Effie pressed her hand to her mouth. She wanted to hate Karen. She wondered if Karen hated her.

“He never touched me,” Effie said. “I know that we testified something different in court. I know it’s what everyone thought. But he never actually touched...me.”

Karen looked sick to her stomach. She breathed in and out a few times, then shook her head. “I’m so, so sorry. He was a sick man. I’m so... If there was something I could do, I would do it.”

Effie looked toward the basement door, shut but not locked. She gave Karen a faint smile. “You’ve done a lot.”

Another silence spun out, longer this time. Karen came back to the table, but not to sit. She took her mug and dumped it in the sink, rinsed it and put it on a dish towel on the counter. It was a signal, Effie thought. Time for her to go.

“What ever happened to the boy? The one who was with you? Is he okay?”

There was a question without a straightforward answer. Effie hesitated, then decided there was no point in launching into a life history. “Yeah, he’s fine. We keep in touch.”

“Well, you look like you’ve done all right, anyway,” Karen said. “You look...good.”

“Sure, other than totally losing my shit in your basement, I’m great.” She’d meant to joke, but Karen flinched. Effie stood. “Sorry. I was trying to make light.”

Karen wouldn’t meet her gaze. She wiped her eyes again with the paper towel, then crumpled it into a ball she shoved into her pocket. “I wanted to make sure there was nothing left of what happened down there. He’s dead. There’s no reason for anyone, ever, to remember anything he did.”

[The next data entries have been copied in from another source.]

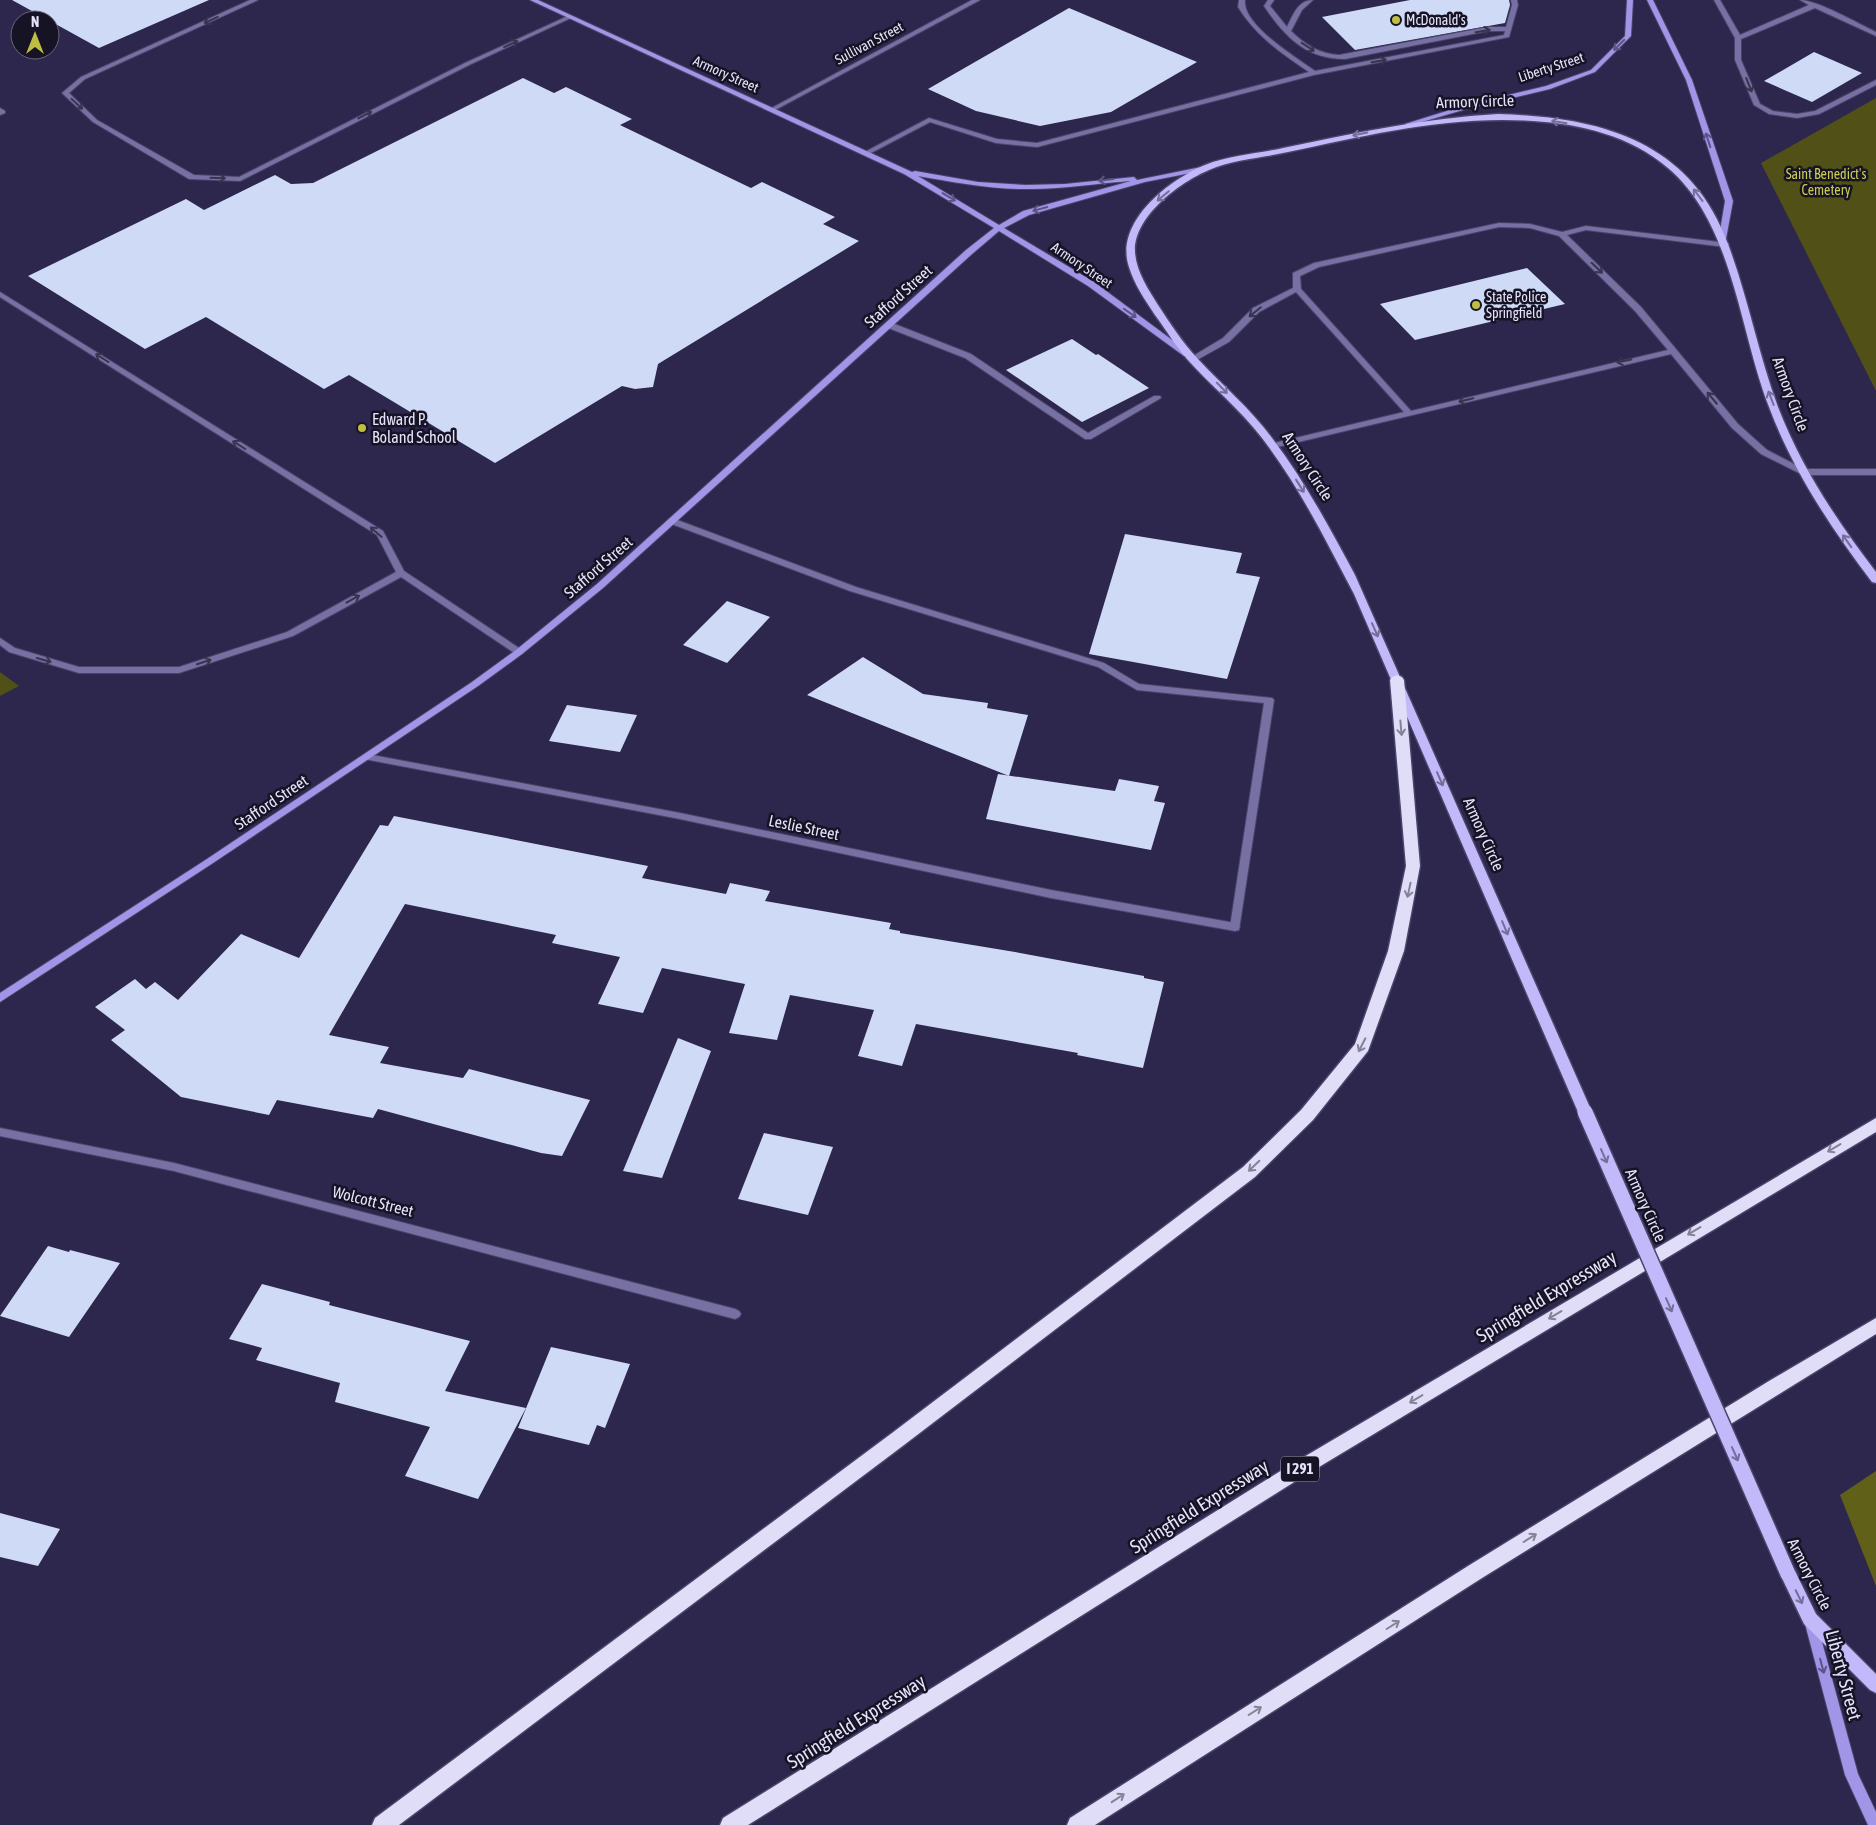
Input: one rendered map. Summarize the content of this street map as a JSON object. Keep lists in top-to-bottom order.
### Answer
{
  "streets": {
    "highway": ["Springfield Expressway", "I 291"],
    "main road": [
      "Liberty Street",
      "Armory Street",
      "Armory Circle",
      "Stafford Street"
    ],
    "street": ["Sullivan Street", "Leslie Street", "Wolcott Street"]
  },
  "crossings": [
    ["Sullivan Street", "Armory Street"],
    ["Liberty Street", "Armory Circle"],
    ["Armory Street", "Armory Circle"],
    ["Armory Street", "Stafford Street"],
    ["Armory Circle", "Stafford Street"],
    ["Stafford Street", "Leslie Street"]
  ],
  "one_way": ["Springfield Expressway"],
  "parks": ["Saint Benedict's Cemetery"],
  "places": ["McDonald's", "State Police Springfield", "Edward P. Boland School"],
  "north": "top"
}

Except there was every reason. There was Effie. And there was Heath. They lived it, survived it, and they’d done it together. They were the only two who knew what it was like.

Effie didn’t say that, though. It wouldn’t do any good to castigate Karen for what her father had done. If smiling blandly and leaving meant Karen got to go on with her life without carrying more of a burden than she already did, well...there were times when giving someone else what they needed meant doing just that.

So that’s what Effie did.





chapter forty-three

“I never wanted this for you. You know that.” Effie’s mother stroked her hair off her forehead with gentle fingers. “As a mother, can’t you imagine how it was for me? How horrible and terrifying, and how I did what I could to keep you safe, because I’d failed you so miserably?”

“It’s not your fault that Stan Andrews took me, Mom. I never blamed you.” It’s a tiny lie—the blisters from the shoes, that Effie had blamed on her mother. But not the abduction itself. Not for real.

Effie leaned against her mother’s shoulder with her eyes closed, thinking of all the times she’d done this when she was young. Of how often Polly had leaned on Effie’s shoulder this same way, how she sometimes still did, but how mostly she’d started leaning away more often than moving close. Polly was growing up.

“But you have to understand something,” Effie said and looked up at her mother’s face. “What we went through...it can’t be erased. We can push it to the past and get over it and move forward, but it happened. And, Mom...if I tried to pretend it didn’t, that would negate what was probably the most influential experience of my life. What happened in that basement made me who I am.”


Her mother hitched a broken sob and shook her head. “But I don’t want that to be what made you who you are. I want me and your father to have made you who you are. I want your other life experiences, the good things, to outweigh all that bad.”

Effie put her head back on her mom’s shoulder and said nothing for a moment or so. Her mother stroked her hair the way she had when Effie was young. If she kept her eyes closed, maybe she could pretend she was ten years old again. Eight. Six. Maybe she could be a toddler in pigtails, a birthday balloon in each hand and cake smeared on her face.